The charges came as an impeachment inquiry gained momentum in Congress examining Trump and Giuliani’s interactions with Ukrainian government officials, including whether they pressed the country to investigate one of Trump’s top Democratic presidential rivals, Joe Biden. Prosecutors say Fruman and Parnas pressed U.S. officials for the removal of the U.S. ambassador to Ukraine, Marie Yovanovitch. Trump recalled her from the post earlier this year.
Fruman and Parnas allegedly directed some of their political donations to accounts supporting the re-election campaign of then-Texas Congressman Pete Sessions, including $325,000 to the American First political action committee, which champions causes backed by Trump. America First, in turn, spent heavily to support Sessions. Sessions wrote a letter to the State Department calling for Yovanovitch’s removal.
The two men who appeared in court Thursday, David Correia and Andrey Kukushkin, pleaded not guilty to a charge of conspiracy during a 15-minute hearing. They are accused, along with Fruman and Parnas, of plotting to gain influence with U.S. politicians and candidates -- in particular, a Nevada state official -- by using funds from a Russian businessman to make political donations.
In the portion of the case focused on Correia and Kukushkin, prosecutors said the four men hoped a political contribution to a Nevada politician would win them an exception to a licensing deadline for a retail marijuana business, which they had missed by two months.
Fruman and Parnas are scheduled to appear in court next week.

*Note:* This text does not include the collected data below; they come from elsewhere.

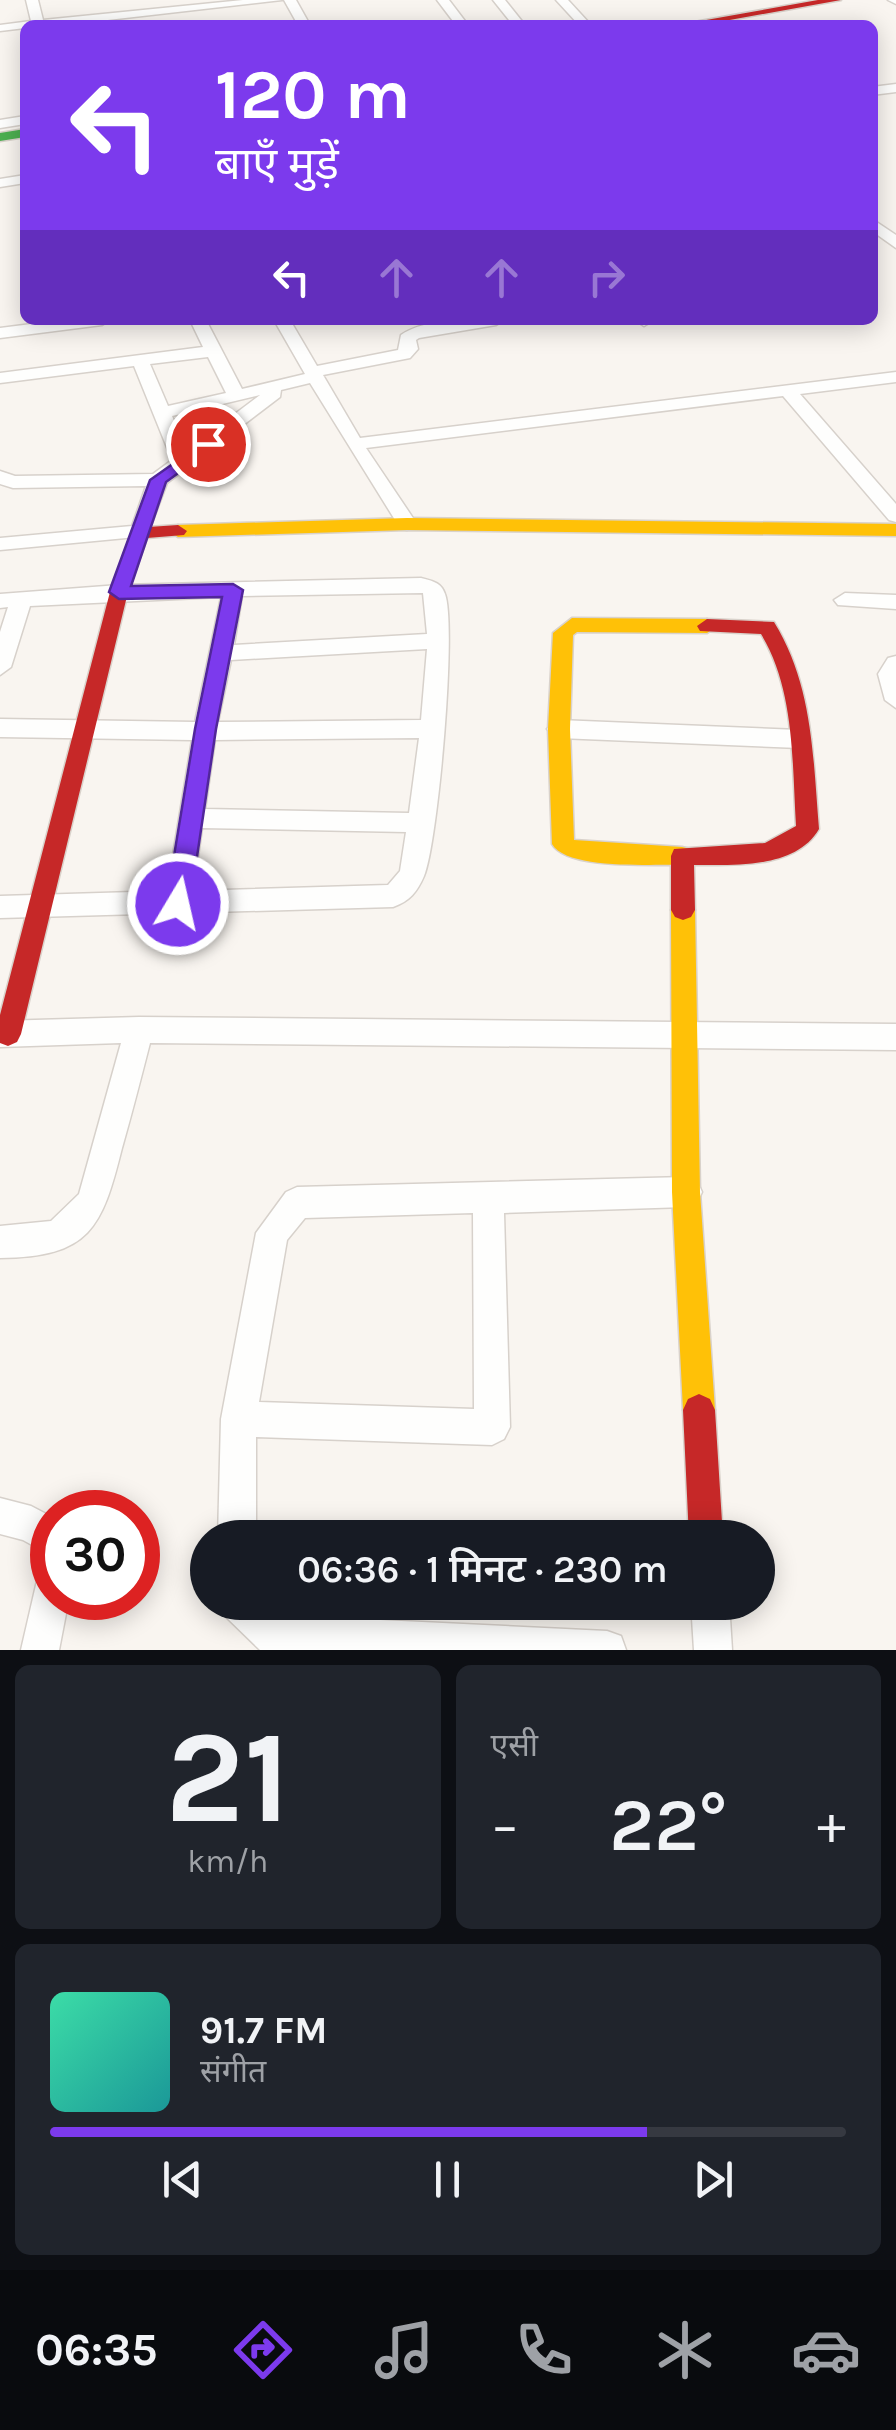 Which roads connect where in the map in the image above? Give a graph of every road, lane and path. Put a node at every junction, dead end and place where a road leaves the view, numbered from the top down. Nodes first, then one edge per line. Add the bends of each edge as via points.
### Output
1 (47, 0) edge
2 (276, 0) edge
3 (443, 0) edge
4 (499, 0) edge
5 (562, 0) edge
6 (836, 0) edge
7 (32, 1) edge
8 (220, 7) edge
9 (89, 20) edge
10 (458, 20) edge
11 (514, 20) edge
12 (581, 20) edge
13 (714, 20) edge
14 (63, 325) edge
15 (200, 325) edge
16 (285, 325) edge
17 (467, 325) edge
18 (0, 333) edge
19 (212, 351) junction
20 (140, 360) junction
21 (313, 375) junction
22 (896, 377) edge
23 (0, 378) edge
24 (283, 386) junction
25 (789, 392) junction
26 (237, 396) junction
27 (162, 414) junction
28 (354, 444) junction
29 (183, 463) junction
30 (0, 477) edge
31 (158, 480) junction
32 (896, 516) edge
33 (408, 524) junction
34 (896, 530) edge
35 (140, 532) junction
36 (0, 544) edge
37 (233, 590) junction
38 (119, 592) junction
39 (11, 600) edge
40 (845, 600) dead end
41 (896, 602) edge
42 (438, 641) junction
43 (221, 653) junction
44 (2, 656) edge
45 (896, 664) edge
46 (896, 700) edge
47 (0, 728) edge
48 (205, 729) junction
49 (559, 729) junction
50 (430, 730) junction
51 (84, 732) junction
52 (799, 739) junction
53 (192, 818) junction
54 (421, 823) junction
55 (682, 856) junction
56 (178, 904) junction
57 (0, 907) edge
58 (40, 907) junction
59 (139, 1030) junction
60 (686, 1033) junction
61 (4, 1034) edge
62 (896, 1036) edge
63 (686, 1192) junction
64 (488, 1195) junction
65 (0, 1242) edge
66 (239, 1419) junction
67 (0, 1516) edge
68 (237, 1520) edge
69 (705, 1520) edge
70 (30, 1524) edge
71 (46, 1620) edge
72 (254, 1620) edge
73 (711, 1620) edge
74 (40, 1650) edge
75 (607, 1650) edge
76 (713, 1650) edge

Fruman was released from custody in Virginia on Wednesday, while Parnas is still being held until he can meet the terms of his bail conditions.
The case is U.S. v Parnas, 19-cr-725, Southern District of New York (Manhattan).
To contact the reporter on this story: Christian Berthelsen in New York at email@example.com
To contact the editors responsible for this story: David Glovin at firstname.lastname@example.org, Steve Stroth
For more articles like this, please visit us at bloomberg.com
©2019 Bloomberg L.P.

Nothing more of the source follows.